Wrong: Rebuild a Kawasaki 55 HP outboard engine. (This doesn’t help the company at large unless you specialize in outboard engines.)
After the goals have been set and Ashley knows what they are, check in with her progress during regularly scheduled meetings throughout the three-month period. That way, you can see how she’s doing and readjust the goals if necessary. In turn, she can also ask questions and voice any concerns.
When All Else Fails…
After giving Ashley all the tools she needs to up her performance, you should see a significant improvement in her work performance.
If you don’t, it’s time to take things a step further and have a difficult conversation.
I know it’s tough, but it has to be done. Sometimes the hard conversations are the only ones that will help heal bad behavior.
Whether you’re planning on firing Ashley or just want to warn her that her performance is unacceptable, the best way to start is by sharing your feedback.
The key here is specifics. Back up each instance with examples, including facts, numbers, observations, etc. The more you can support your point, the harder it is for Ashley to dispute.
Because it’s a tough conversation, Ashley can have a range of different responses you need to be prepared for:
- Shut down — shock, almost no conversation.

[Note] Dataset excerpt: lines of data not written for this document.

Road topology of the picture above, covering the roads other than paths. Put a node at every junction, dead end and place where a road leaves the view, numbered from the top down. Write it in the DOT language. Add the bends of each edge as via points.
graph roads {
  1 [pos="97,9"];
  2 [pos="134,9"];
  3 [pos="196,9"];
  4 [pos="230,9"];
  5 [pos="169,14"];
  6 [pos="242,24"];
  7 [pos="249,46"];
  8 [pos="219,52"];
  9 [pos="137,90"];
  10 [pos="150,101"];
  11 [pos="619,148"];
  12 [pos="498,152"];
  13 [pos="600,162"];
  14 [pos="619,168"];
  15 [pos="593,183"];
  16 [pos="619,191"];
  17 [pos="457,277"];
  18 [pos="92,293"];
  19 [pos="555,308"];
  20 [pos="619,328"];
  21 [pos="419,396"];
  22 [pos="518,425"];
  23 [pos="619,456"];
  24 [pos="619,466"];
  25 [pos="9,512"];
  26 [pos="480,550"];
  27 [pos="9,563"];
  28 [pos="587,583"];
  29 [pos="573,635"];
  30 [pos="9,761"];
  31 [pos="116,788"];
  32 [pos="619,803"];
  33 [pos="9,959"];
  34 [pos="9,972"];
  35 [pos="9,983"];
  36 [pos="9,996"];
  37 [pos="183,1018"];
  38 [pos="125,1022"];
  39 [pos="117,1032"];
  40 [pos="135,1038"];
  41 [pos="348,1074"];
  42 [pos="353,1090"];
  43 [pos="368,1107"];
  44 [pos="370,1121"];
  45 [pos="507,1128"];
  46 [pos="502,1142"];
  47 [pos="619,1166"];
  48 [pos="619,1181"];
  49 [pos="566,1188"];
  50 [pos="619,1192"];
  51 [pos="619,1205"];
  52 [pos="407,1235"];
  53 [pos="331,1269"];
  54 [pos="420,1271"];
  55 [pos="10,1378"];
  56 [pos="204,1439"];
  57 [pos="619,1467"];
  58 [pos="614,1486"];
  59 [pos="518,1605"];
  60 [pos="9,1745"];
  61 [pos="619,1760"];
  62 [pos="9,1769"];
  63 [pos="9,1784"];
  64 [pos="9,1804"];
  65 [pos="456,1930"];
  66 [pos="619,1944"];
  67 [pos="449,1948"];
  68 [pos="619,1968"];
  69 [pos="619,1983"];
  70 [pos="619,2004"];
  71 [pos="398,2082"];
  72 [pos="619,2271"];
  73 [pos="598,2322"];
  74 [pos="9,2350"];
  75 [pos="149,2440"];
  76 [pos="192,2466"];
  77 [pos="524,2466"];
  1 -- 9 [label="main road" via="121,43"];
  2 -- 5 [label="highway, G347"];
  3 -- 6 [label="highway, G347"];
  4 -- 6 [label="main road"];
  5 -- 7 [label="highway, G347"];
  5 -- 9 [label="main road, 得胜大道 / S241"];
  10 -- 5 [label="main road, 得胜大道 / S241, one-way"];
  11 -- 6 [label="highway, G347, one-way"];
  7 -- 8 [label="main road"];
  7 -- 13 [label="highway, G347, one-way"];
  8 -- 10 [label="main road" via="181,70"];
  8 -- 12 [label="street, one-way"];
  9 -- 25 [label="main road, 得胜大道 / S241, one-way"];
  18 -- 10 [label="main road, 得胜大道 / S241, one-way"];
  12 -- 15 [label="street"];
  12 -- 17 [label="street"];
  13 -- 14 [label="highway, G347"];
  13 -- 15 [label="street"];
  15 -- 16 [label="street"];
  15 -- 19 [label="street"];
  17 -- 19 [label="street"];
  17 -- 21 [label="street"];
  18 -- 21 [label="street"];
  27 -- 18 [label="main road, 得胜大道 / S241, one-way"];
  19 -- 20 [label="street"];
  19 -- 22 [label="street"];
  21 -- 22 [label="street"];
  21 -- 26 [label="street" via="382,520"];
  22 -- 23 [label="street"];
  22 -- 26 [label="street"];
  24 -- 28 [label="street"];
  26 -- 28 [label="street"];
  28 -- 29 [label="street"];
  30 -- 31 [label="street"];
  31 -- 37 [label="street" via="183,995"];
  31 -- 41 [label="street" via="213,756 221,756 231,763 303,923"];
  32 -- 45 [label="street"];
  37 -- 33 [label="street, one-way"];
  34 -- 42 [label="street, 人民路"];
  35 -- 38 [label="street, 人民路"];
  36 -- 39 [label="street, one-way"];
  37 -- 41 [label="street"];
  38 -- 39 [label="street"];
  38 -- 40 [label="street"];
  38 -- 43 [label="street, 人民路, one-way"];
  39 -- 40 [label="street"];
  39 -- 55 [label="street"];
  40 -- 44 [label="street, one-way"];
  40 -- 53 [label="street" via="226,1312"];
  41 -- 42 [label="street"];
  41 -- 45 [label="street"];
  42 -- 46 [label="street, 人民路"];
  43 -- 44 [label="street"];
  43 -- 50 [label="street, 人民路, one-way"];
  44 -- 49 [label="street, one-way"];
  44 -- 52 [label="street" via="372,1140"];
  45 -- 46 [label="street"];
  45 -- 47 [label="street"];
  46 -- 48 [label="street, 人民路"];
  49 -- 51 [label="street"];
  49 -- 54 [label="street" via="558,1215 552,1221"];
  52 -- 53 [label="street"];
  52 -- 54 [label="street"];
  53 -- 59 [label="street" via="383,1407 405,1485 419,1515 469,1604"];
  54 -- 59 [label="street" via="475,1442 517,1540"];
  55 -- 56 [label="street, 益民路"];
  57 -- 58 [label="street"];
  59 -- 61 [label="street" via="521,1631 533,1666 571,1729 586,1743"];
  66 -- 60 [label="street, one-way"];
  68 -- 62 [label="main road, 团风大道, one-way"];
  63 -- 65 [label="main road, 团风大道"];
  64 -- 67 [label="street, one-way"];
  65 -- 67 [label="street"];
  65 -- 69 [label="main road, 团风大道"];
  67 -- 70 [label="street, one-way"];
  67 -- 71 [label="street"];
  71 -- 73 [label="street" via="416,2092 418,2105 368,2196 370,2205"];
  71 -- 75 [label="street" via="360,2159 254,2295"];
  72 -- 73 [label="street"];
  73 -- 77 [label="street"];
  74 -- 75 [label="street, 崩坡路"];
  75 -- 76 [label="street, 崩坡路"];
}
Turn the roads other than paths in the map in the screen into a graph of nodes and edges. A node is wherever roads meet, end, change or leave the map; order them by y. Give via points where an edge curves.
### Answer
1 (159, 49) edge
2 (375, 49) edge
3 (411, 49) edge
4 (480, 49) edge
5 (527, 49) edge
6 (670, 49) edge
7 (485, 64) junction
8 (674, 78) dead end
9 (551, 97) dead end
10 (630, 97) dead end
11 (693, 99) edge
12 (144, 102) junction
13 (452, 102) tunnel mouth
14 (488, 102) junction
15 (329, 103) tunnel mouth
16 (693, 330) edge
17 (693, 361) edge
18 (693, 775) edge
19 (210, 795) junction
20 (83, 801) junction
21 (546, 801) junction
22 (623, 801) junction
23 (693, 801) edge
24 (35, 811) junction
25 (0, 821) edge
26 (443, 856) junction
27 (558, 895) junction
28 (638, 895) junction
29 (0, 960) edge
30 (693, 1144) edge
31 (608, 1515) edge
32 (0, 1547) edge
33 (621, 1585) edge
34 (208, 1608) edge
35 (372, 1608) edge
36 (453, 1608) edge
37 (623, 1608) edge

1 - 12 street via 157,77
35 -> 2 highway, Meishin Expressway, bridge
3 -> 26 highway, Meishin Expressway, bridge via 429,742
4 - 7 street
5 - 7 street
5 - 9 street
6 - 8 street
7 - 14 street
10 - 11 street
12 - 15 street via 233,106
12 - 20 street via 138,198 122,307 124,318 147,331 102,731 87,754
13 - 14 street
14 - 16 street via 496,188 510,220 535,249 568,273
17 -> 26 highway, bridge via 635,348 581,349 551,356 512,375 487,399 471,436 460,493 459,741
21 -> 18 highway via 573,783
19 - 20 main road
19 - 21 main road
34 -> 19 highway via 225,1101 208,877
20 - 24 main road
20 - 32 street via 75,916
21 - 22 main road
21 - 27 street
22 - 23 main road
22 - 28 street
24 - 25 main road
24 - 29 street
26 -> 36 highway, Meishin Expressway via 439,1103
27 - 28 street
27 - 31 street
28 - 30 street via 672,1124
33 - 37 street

- Avoiding through agreement — wants to end the meeting fast.
- Defensive — debates the feedback, can become aggressive.
- Emotional — crying, unable to discuss rationally.
- Rejecting — does not accept responsibility for her problems, blames others or circumstances outside her control.
Every one of those reactions is understandable and okay, as long as you both can agree on a course of action.
Whether it’s setting a new, more in-depth three-month plan or assigning her a direct mentor to check her work and help her learn, if you’re planning on keeping Ashley around, you have to be prepared to put forth some extra resources.
Some Parting Thoughts
As a manager, you have to spin a lot of plates in your ever-demanding role. Dealing with underperformance is one of them.
Give all your employees — especially those falling behind — lots of coaching. Set clear standards. If they still fall short of your expectations, be ready to let them go.
The advice we share on our blog is intended to be informational. It does not replace the expertise of accredited business professionals.